• RECORDED DATA

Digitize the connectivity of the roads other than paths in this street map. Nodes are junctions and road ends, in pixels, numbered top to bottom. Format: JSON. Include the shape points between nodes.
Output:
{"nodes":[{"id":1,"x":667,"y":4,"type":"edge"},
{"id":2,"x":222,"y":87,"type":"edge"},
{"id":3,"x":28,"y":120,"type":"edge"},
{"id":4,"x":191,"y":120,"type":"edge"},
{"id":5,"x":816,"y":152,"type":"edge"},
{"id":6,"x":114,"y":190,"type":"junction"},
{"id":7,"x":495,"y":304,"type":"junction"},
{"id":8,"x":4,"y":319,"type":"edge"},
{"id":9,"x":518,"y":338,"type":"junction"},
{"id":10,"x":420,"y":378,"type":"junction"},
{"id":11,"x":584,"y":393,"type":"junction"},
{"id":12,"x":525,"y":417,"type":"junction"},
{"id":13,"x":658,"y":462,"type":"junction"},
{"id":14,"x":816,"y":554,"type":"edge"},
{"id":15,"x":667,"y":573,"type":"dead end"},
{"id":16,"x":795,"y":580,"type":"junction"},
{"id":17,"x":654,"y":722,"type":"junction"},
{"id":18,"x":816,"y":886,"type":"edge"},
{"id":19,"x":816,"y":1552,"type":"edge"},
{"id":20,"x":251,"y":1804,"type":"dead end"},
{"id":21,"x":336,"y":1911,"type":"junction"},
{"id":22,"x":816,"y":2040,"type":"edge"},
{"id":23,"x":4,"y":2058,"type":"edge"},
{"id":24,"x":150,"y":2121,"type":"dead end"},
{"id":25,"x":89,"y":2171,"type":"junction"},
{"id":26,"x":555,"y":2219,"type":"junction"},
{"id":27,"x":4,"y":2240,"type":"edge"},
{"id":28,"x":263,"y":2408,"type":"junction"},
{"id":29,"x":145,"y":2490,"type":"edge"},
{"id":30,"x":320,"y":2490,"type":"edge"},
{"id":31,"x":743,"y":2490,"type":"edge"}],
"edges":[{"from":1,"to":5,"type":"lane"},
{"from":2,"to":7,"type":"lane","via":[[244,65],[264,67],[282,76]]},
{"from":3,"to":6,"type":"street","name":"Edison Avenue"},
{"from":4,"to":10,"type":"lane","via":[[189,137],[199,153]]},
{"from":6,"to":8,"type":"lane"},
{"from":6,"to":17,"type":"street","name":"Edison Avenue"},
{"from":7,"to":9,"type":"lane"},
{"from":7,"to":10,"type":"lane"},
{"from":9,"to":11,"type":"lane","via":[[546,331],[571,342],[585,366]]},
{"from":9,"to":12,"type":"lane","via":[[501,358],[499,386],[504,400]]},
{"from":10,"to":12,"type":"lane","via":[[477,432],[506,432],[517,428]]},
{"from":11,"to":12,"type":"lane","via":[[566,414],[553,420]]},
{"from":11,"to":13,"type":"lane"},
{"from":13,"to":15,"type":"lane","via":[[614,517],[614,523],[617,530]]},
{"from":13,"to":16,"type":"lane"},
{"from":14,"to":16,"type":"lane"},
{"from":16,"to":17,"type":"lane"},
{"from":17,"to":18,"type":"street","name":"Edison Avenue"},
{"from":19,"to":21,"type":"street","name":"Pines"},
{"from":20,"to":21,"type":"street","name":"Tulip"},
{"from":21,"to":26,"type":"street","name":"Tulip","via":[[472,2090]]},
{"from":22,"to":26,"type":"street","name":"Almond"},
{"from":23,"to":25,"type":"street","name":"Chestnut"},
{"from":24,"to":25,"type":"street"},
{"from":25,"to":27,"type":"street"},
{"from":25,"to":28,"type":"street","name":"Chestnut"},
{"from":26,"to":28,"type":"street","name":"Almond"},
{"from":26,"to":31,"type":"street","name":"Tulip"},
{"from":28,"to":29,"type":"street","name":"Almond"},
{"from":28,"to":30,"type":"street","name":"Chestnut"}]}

==

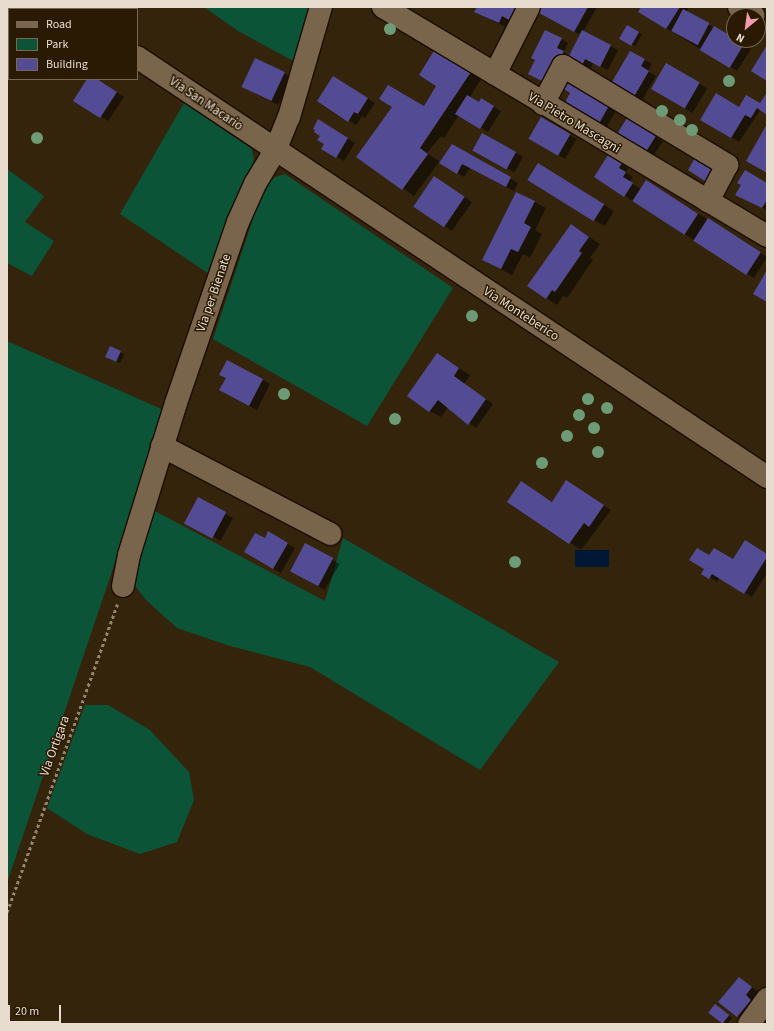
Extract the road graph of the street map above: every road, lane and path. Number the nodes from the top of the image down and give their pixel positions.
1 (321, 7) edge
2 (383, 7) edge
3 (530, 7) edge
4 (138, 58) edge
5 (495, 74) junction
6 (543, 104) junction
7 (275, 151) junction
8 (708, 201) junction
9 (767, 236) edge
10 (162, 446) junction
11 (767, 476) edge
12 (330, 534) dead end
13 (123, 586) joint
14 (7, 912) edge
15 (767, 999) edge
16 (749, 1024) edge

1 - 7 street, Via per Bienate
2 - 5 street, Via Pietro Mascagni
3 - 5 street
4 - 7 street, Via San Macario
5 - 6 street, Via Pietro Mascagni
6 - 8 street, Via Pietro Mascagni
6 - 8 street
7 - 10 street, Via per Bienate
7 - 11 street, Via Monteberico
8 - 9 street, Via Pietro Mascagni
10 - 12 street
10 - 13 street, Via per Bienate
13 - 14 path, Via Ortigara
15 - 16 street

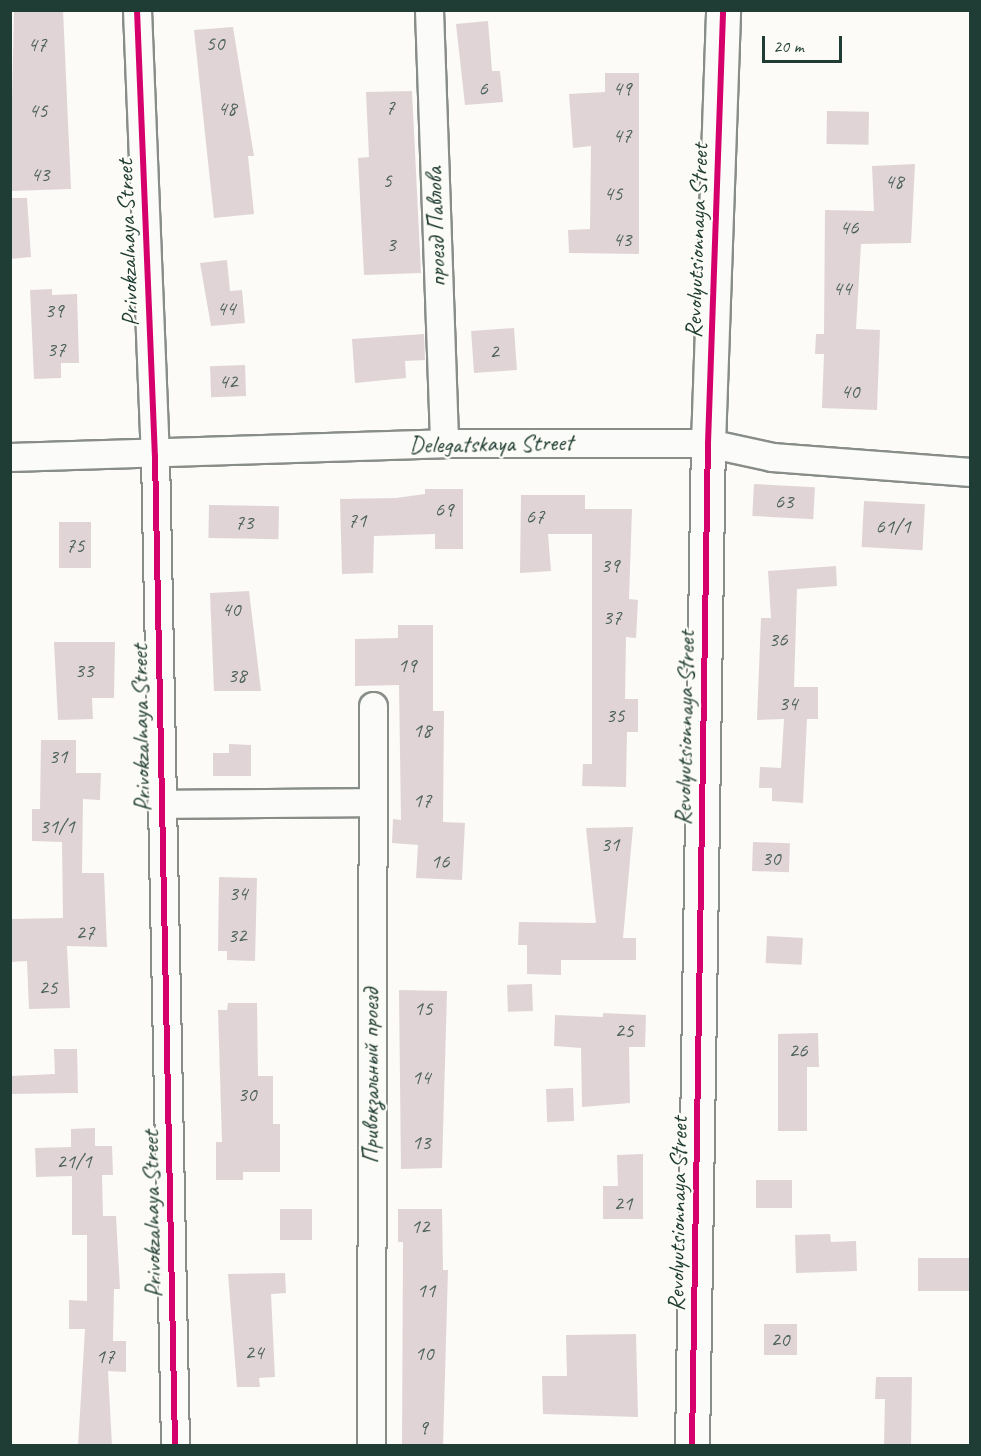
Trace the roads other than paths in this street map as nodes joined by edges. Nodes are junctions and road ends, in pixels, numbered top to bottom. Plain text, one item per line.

* * *

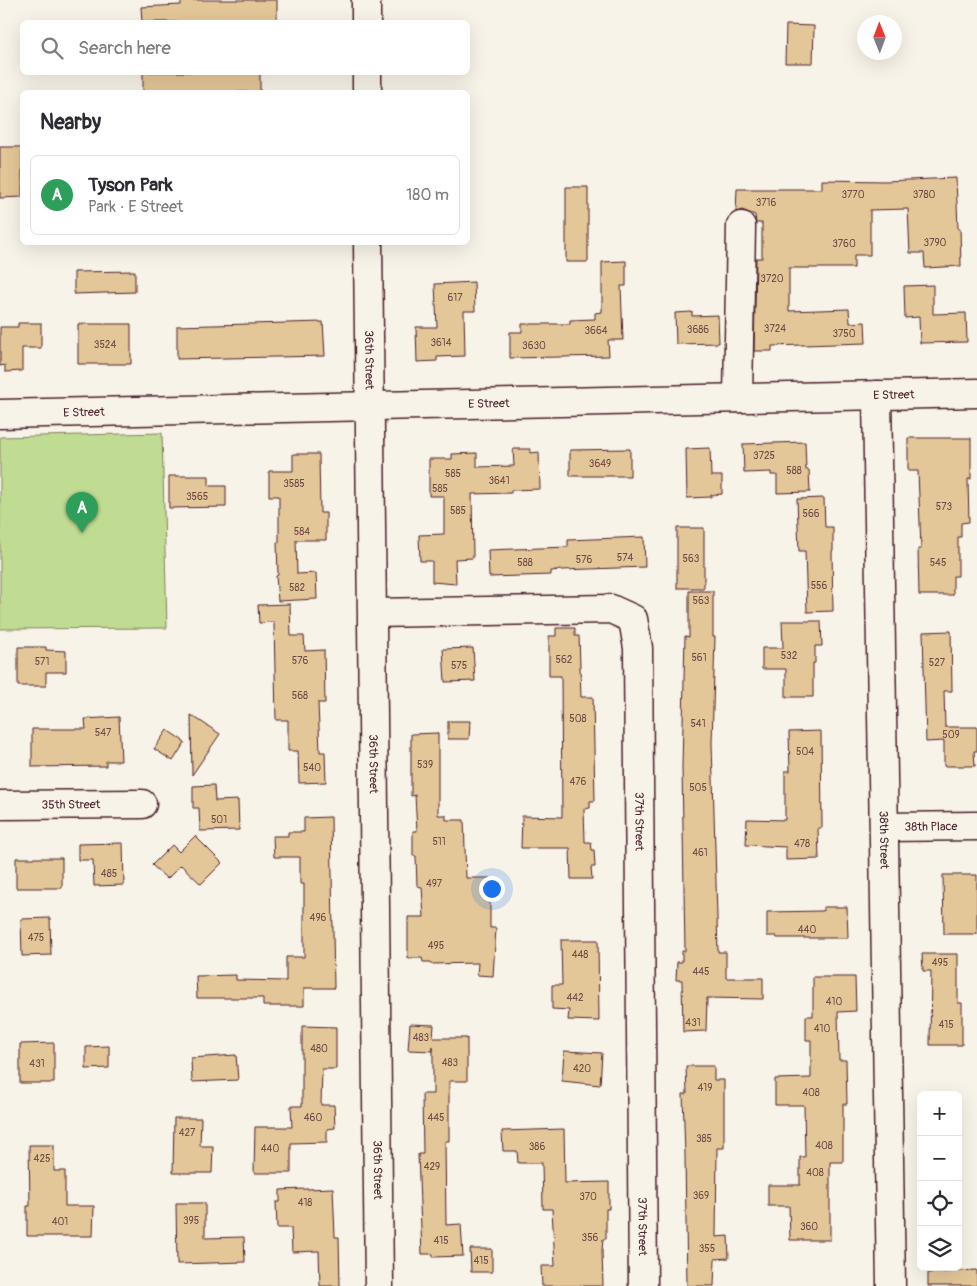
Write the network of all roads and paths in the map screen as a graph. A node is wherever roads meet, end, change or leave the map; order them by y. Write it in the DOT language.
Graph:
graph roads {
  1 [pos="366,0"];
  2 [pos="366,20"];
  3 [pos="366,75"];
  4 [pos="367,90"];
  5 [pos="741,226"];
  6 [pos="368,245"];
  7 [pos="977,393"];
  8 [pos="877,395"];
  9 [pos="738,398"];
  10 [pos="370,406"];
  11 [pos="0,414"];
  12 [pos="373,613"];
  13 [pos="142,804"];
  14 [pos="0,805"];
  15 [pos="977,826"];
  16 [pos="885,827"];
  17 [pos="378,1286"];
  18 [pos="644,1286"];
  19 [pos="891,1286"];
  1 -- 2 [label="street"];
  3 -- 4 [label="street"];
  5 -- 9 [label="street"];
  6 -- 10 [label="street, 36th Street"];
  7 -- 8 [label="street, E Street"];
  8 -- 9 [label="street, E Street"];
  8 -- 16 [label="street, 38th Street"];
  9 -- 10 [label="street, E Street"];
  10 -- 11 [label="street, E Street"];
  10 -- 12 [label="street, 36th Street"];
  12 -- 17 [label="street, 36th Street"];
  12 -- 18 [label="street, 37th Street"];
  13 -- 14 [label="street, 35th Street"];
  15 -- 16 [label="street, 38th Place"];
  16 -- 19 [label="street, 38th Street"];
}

• WORK TASK
Pull every line containing "paths" from the data.

• SOLVED EXERCISE
Digitize the connectivity of the roads other than paths in this street map. Nodes are junctions and road ends, in pixels, numbered top to bottom. Format: JSON. Include the shape points between nodes.
Trace the roads other than paths in this street map as nodes joined by edges. Nodes are junctions and road ends, in pixels, numbered top to bottom. Plain text, one item per line.
Write the network of all roads and paths in the map screen as a graph. A node is wherever roads meet, end, change or leave the map; order them by y. Write it in the DOT language.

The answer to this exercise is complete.